Student 360° content creation for learner agency

How do children go about planning the content and experiences of virtual environments that they are creating to demonstrate learning mastery? How do they think about creating virtual environments for their peers to learn in? What are the special learning outcomes related to this? Not much is known about these areas. 

The VR School Study is interested in students as virtual environment content creators. As part of the research, we collected data on the approaches students take when creating their own virtual worlds to demonstrate mastery of learning. This blog reports on interesting findings from the Athelstone School Innovative Languages project where primary (elementary) aged children are building their own 360° virtual tours to demonstrate mastery of the Italian language.

The students are using VRTY, a platform that allows them to plan and create their virtual worlds without needed to code. The platform provides easy-to-use tools with built in tutorials and a fun guide so that students can independently learn to use the platform after a couple of formal training sessions. Previous blog posts describe the VRTY platform and how it is leveraged through the teacher’s curriculum design. The first step, after training, is for students to research and plan their virtual tour. The planning involves storyboarding through VRTY. Students need to:

  1. Locate and choose the 360° photo scenes of Italy that best fit a tour narrative.
  2. Locate cultural and historical images that could be embedded in each scene.
  3. Create their own content to embed in the scene such as text and sound file that draw on the vocabulary mandated and reflect their research on cultural and historical information about Italy.
  4. Design a narrative through storyboarding in VRTY that reflects the story they want to tell and consider whether the tour experience should be linear or non-linear (the image below is of one student’s storyboard).
  5. Create each 360° scene and embed their content into it in an engaging way and place teleporter hotspots in the scenes so those experiencing the tour can move between scenes.  

Fourteen students from a mixed ability class chose to be part of the project with 11 virtual worlds in total created – some students chose to work in pairs. Equal numbers of boys and girls participated. On average student virtual worlds comprised six 360° scenes. Overall, students created 187 pieces of content to embed in scenes in their virtual worlds, including 50 sound files and 137 information markers. The cover image to this blog post is a screen shot from the student tour ‘Journey around Rome’ which shows student created information and sound markers embedded into the scene.

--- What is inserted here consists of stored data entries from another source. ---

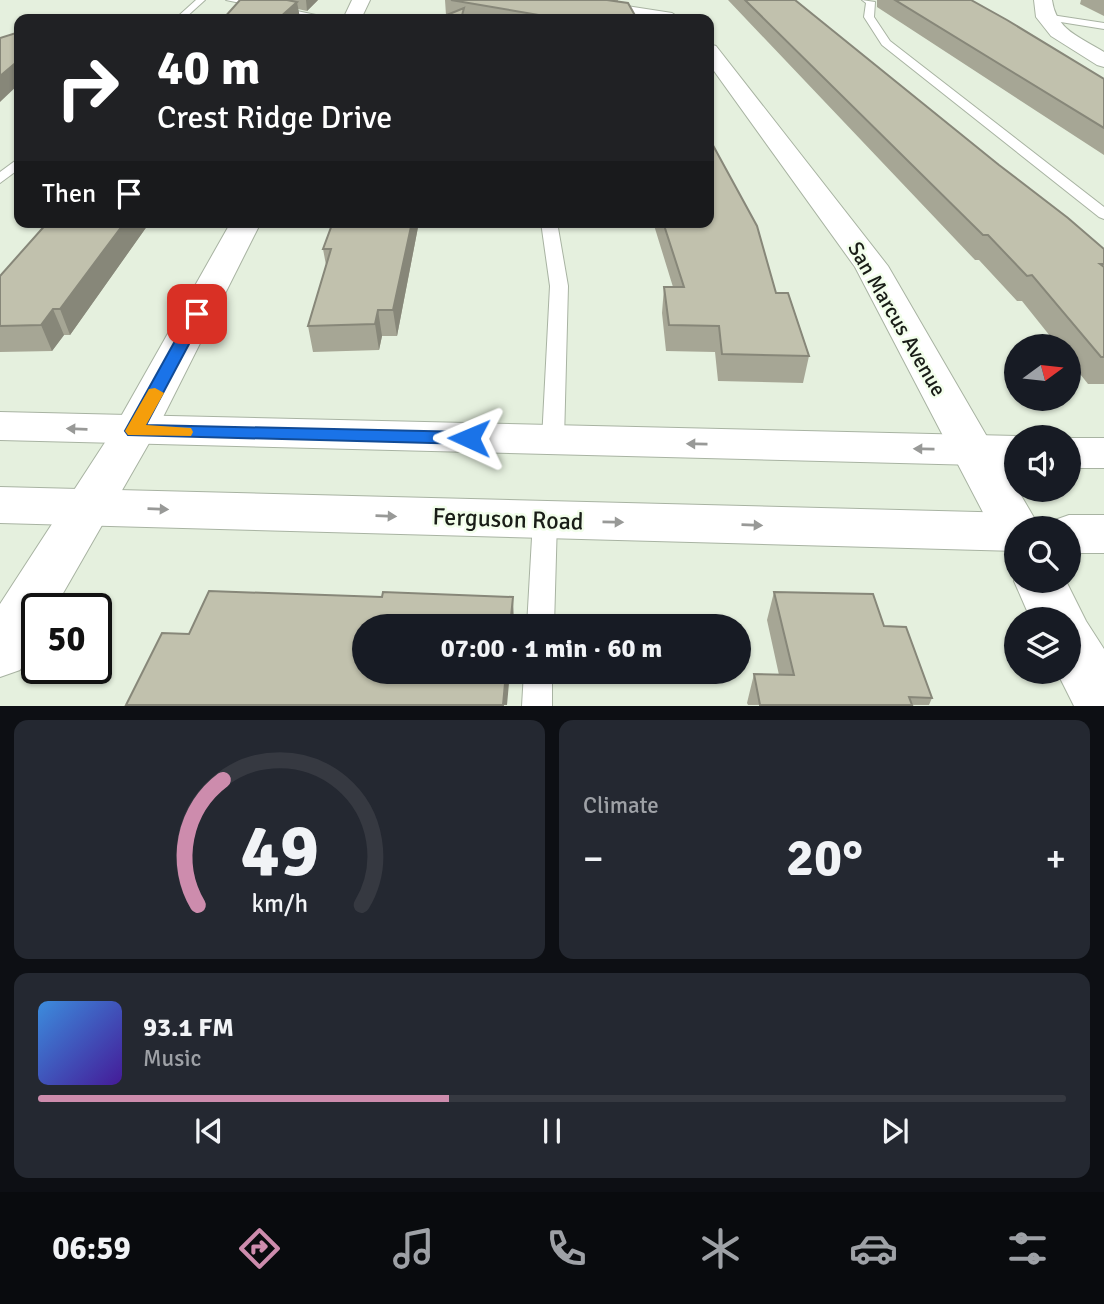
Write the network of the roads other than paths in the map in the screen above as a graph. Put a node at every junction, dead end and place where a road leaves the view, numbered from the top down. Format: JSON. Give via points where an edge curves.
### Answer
{"nodes":[{"id":1,"x":201,"y":0,"type":"edge"},
{"id":2,"x":230,"y":0,"type":"edge"},
{"id":3,"x":556,"y":0,"type":"edge"},
{"id":4,"x":866,"y":0,"type":"edge"},
{"id":5,"x":1044,"y":8,"type":"edge"},
{"id":6,"x":185,"y":14,"type":"edge"},
{"id":7,"x":304,"y":14,"type":"edge"},
{"id":8,"x":641,"y":14,"type":"edge"},
{"id":9,"x":1104,"y":26,"type":"edge"},
{"id":10,"x":714,"y":57,"type":"edge"},
{"id":11,"x":1104,"y":61,"type":"edge"},
{"id":12,"x":14,"y":166,"type":"edge"},
{"id":13,"x":0,"y":179,"type":"edge"},
{"id":14,"x":1104,"y":214,"type":"edge"},
{"id":15,"x":243,"y":228,"type":"edge"},
{"id":16,"x":551,"y":228,"type":"edge"},
{"id":17,"x":0,"y":426,"type":"edge"},
{"id":18,"x":134,"y":431,"type":"junction"},
{"id":19,"x":553,"y":440,"type":"junction"},
{"id":20,"x":972,"y":451,"type":"junction"},
{"id":21,"x":1004,"y":452,"type":"edge"},
{"id":22,"x":1081,"y":453,"type":"edge"},
{"id":23,"x":1104,"y":453,"type":"edge"},
{"id":24,"x":0,"y":505,"type":"edge"},
{"id":25,"x":90,"y":508,"type":"junction"},
{"id":26,"x":1008,"y":516,"type":"edge"},
{"id":27,"x":545,"y":520,"type":"junction"},
{"id":28,"x":1004,"y":532,"type":"edge"},
{"id":29,"x":1081,"y":534,"type":"edge"},
{"id":30,"x":1104,"y":534,"type":"edge"},
{"id":31,"x":541,"y":614,"type":"edge"},
{"id":32,"x":0,"y":652,"type":"edge"},
{"id":33,"x":1081,"y":662,"type":"edge"},
{"id":34,"x":538,"y":684,"type":"edge"},
{"id":35,"x":537,"y":705,"type":"edge"},
{"id":36,"x":1104,"y":705,"type":"edge"}],
"edges":[{"from":1,"to":6,"type":"lane"},
{"from":2,"to":7,"type":"lane"},
{"from":3,"to":8,"type":"street"},
{"from":4,"to":14,"type":"lane","via":[[871,2],[869,17],[886,43]]},
{"from":5,"to":9,"type":"lane"},
{"from":5,"to":11,"type":"street","via":[[1058,32]]},
{"from":10,"to":20,"type":"street","name":"San Marcus Avenue","via":[[871,266]]},
{"from":12,"to":13,"type":"lane"},
{"from":15,"to":18,"type":"street"},
{"from":16,"to":19,"type":"lane","via":[[559,286]]},
{"from":18,"to":17,"type":"street","one_way":true},
{"from":18,"to":19,"type":"street"},
{"from":18,"to":25,"type":"street"},
{"from":20,"to":19,"type":"street","one_way":true},
{"from":20,"to":21,"type":"street"},
{"from":20,"to":26,"type":"street","name":"San Marcus Avenue"},
{"from":22,"to":23,"type":"street"},
{"from":24,"to":25,"type":"street","name":"Ferguson Road"},
{"from":25,"to":27,"type":"street","name":"Ferguson Road","one_way":true},
{"from":25,"to":32,"type":"street"},
{"from":27,"to":28,"type":"street","name":"Ferguson Road","one_way":true},
{"from":27,"to":31,"type":"lane"},
{"from":29,"to":30,"type":"street"},
{"from":33,"to":36,"type":"street"},
{"from":34,"to":35,"type":"lane"}]}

Interestingly, 7 of the 11 worlds were structured according to a non-linear narrative. Non-linear narratives allowed those experiencing the tour to move back and forth between all or most 360° scenes. Students who developed a non-linear narrative storyboard explained that this allowed have the freedom to go back and check out aspects of a scene they might have missed or enjoyed. The image below is of a non-linear narrative storyboard developed in VRTY. The virtual tour was created by a female student who called it ‘Journey around Rome’ and it allowed the traveler to move between a number of historic sites with all sorts of images, text and sound files in English and Italian embedded into them which used the mandated vocabulary and other Italian. Best still the traveler could return to a hotel room and decide which day trip they might take next or they could go back and visit somewhere they had already been.

The storyboard in VRTY for ‘Tour Around Rome’ illustrates the non-linear narrative created by the students with arrow indicating the direction of travel that was possible between 360° scenes.

This sophisticated non-linear narrative approach to constructing a user experience was premised on creating a sense of agency for those experiencing the tour (or other learners). In choosing non-linear narratives some children were tapping into the strength of developing learner agency when designing their virtual worlds. Non-linear narratives were not essential for developing agency but, in many cases, were important to this.

The significance of developing agency in learning cannot be underestimated, as Williams (2017) explains:

“Students with agency develop a self-perception that is based on their abilities as independent thinkers. Our task as educators is not to tell them what to think but to help reveal their thinking by reflecting back to them what we are observing and noticing and naming their acts of problem solving. This feedback builds a metacognitive awareness that reinforces their identities as capable thinkers who are able to construct their own understandings. This mode of learning shifts the locus of power from the teacher to the student, thus setting up students as the experts in their own learning.” (p. 11).

The Athelstone School VR project illustrates how many students themselves understand the significance of agency in creating engaging and efficacious 360° learning environments.

Reference

Williams, P. (2017). Student Agency for Powerful Learning. Knowledge Quest45(4), 8-15.